Stored data entries
□ □ □ □
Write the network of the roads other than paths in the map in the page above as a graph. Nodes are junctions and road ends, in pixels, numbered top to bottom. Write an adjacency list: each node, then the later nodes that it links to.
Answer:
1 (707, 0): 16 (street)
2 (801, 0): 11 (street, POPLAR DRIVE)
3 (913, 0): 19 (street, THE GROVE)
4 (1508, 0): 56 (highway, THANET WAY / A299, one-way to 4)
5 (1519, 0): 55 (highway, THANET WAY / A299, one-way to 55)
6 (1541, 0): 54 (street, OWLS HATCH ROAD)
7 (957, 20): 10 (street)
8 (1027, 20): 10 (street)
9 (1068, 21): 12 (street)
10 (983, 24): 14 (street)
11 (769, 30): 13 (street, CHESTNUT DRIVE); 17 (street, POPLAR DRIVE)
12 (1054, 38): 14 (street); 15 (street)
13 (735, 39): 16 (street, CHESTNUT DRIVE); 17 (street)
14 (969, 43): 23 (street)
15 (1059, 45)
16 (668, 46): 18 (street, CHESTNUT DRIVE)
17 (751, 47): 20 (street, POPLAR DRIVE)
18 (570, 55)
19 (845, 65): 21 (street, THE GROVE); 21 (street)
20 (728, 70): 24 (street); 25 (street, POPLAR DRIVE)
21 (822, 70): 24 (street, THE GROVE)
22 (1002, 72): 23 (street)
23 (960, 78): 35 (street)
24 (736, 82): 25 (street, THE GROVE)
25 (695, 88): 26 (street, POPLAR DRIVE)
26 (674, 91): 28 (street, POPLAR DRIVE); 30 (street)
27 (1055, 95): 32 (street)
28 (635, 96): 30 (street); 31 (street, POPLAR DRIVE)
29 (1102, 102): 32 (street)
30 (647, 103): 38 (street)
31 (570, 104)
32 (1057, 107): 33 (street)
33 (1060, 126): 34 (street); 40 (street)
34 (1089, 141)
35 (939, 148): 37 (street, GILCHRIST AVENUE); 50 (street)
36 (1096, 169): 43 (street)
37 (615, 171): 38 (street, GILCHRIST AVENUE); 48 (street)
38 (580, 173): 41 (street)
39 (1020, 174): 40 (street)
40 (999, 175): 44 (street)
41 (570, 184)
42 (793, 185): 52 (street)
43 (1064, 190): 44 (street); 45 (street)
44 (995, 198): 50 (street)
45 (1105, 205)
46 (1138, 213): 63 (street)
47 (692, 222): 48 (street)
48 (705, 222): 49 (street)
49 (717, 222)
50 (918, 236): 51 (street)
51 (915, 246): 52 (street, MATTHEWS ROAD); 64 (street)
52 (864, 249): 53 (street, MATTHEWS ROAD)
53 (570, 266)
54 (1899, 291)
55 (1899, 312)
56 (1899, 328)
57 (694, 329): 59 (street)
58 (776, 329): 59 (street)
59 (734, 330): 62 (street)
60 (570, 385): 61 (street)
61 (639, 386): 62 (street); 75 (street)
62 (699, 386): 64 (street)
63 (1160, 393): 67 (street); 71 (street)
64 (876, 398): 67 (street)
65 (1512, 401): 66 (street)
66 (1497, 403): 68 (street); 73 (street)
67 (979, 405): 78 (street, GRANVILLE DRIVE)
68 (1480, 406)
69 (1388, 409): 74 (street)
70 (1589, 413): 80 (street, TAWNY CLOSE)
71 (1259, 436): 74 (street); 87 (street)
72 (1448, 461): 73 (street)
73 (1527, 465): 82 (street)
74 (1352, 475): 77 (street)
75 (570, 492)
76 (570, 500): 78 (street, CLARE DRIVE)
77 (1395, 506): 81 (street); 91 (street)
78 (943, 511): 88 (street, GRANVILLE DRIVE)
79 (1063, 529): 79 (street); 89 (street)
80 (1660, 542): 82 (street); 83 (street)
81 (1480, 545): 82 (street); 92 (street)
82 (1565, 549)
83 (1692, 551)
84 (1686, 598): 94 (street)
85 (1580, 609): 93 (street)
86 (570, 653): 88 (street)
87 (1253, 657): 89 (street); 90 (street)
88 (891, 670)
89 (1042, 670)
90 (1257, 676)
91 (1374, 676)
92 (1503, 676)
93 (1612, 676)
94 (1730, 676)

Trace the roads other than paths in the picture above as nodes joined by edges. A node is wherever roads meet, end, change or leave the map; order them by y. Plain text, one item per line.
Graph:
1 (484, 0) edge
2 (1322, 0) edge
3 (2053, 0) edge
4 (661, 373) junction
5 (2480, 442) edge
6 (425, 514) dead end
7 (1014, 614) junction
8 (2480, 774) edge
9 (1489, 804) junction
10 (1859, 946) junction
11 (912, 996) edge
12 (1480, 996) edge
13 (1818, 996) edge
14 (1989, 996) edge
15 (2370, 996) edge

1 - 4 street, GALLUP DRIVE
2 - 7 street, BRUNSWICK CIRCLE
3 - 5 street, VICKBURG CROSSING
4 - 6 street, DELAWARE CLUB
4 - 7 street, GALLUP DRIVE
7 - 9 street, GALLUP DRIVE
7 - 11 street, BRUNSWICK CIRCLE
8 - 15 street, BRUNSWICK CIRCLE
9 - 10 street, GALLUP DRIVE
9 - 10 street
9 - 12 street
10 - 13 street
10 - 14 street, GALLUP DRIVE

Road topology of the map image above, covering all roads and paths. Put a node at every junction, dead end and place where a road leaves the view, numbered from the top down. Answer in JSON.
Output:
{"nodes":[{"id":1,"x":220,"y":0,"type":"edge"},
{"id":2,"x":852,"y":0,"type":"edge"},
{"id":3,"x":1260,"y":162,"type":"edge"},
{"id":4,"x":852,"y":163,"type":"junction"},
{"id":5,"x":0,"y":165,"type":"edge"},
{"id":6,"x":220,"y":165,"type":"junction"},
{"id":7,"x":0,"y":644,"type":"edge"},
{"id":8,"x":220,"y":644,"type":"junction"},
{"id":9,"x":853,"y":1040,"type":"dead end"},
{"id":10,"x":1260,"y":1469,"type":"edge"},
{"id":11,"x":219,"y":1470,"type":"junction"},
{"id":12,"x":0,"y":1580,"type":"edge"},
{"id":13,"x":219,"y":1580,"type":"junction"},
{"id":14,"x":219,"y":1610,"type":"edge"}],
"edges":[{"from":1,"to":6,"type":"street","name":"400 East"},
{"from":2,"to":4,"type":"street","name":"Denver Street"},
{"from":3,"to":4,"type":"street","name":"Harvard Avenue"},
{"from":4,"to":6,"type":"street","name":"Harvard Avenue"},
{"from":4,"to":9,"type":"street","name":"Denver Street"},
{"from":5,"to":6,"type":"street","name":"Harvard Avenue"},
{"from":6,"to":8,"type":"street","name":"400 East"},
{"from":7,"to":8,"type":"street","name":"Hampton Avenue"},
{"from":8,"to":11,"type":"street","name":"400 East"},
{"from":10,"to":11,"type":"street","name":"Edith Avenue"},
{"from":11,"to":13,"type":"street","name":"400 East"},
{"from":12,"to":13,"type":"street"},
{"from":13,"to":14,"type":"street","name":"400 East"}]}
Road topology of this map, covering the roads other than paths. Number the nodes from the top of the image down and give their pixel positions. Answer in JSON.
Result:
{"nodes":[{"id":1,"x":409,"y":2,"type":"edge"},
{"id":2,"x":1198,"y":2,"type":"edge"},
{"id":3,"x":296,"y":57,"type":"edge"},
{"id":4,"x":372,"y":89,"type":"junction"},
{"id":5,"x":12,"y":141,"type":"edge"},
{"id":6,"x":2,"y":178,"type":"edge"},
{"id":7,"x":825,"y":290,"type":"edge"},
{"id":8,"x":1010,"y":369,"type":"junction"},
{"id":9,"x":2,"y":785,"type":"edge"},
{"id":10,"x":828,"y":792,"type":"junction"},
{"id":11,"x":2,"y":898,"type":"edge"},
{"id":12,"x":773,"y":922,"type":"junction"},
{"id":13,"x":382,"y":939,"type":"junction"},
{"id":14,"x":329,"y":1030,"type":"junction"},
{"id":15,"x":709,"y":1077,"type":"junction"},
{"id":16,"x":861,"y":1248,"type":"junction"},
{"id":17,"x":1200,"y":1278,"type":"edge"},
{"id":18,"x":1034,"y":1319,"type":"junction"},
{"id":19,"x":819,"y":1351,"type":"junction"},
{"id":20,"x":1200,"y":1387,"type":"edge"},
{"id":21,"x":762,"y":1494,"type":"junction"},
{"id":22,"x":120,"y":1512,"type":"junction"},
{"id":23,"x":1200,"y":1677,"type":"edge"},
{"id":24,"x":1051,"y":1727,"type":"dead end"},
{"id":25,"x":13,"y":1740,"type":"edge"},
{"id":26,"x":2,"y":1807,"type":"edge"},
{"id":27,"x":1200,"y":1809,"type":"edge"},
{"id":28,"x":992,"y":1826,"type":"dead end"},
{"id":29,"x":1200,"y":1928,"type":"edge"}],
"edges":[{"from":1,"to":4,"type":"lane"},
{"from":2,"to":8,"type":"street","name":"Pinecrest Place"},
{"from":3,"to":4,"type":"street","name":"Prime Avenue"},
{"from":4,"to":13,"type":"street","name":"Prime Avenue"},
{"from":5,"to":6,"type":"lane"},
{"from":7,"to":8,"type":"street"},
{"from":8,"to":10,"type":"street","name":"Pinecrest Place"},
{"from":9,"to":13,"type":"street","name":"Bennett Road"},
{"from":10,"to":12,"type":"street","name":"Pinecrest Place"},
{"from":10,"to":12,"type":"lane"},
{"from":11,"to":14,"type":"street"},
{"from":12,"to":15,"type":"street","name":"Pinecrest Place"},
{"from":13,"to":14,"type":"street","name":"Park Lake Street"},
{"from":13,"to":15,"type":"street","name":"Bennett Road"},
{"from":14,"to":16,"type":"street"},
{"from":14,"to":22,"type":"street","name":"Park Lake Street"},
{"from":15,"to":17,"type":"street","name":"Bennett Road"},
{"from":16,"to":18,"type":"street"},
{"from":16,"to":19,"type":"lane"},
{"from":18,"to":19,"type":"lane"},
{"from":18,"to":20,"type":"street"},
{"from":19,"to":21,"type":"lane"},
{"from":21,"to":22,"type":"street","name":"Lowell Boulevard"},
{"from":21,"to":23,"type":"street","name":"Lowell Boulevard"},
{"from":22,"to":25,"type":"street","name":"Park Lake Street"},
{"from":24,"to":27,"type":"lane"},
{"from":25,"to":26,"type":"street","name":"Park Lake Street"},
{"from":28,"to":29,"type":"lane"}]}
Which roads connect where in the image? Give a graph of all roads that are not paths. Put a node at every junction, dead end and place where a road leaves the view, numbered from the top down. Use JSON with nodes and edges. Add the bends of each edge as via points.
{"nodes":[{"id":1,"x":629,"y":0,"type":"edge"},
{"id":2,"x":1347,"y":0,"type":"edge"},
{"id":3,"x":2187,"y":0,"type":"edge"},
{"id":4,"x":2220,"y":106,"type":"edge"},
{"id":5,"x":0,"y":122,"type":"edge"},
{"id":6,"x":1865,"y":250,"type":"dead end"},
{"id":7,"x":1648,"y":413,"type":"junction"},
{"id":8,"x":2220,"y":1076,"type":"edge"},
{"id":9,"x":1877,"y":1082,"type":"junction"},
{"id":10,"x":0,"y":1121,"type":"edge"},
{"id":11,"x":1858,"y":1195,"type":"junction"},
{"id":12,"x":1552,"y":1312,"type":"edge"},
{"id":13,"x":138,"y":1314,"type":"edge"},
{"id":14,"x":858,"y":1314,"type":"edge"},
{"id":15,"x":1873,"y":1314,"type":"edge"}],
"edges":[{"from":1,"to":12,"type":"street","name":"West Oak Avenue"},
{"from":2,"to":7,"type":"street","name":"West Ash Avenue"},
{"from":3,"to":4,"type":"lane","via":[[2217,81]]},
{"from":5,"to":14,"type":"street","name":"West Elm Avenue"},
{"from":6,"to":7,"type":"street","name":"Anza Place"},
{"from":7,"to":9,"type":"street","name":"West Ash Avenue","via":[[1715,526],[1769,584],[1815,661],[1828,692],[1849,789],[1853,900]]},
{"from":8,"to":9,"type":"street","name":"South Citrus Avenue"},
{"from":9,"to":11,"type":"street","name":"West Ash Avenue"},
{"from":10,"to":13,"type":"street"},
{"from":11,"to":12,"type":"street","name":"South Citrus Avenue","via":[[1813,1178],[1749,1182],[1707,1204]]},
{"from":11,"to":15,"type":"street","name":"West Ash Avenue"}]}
□ □ □ □
Scan the lines above, and whenever one holds the string "edges", copy it.

#### Problem solution:
Trace the roads other than paths in the picture above as nodes joined by edges. A node is wherever roads meet, end, change or leave the map; order them by y. Plain text, one item per line.
"edges":[{"from":1,"to":6,"type":"street","name":"400 East"},
"edges":[{"from":1,"to":4,"type":"lane"},
Which roads connect where in the image? Give a graph of all roads that are not paths. Put a node at every junction, dead end and place where a road leaves the view, numbered from the top down. Use JSON with nodes and edges. Add the bends of each edge as via points.
"edges":[{"from":1,"to":12,"type":"street","name":"West Oak Avenue"},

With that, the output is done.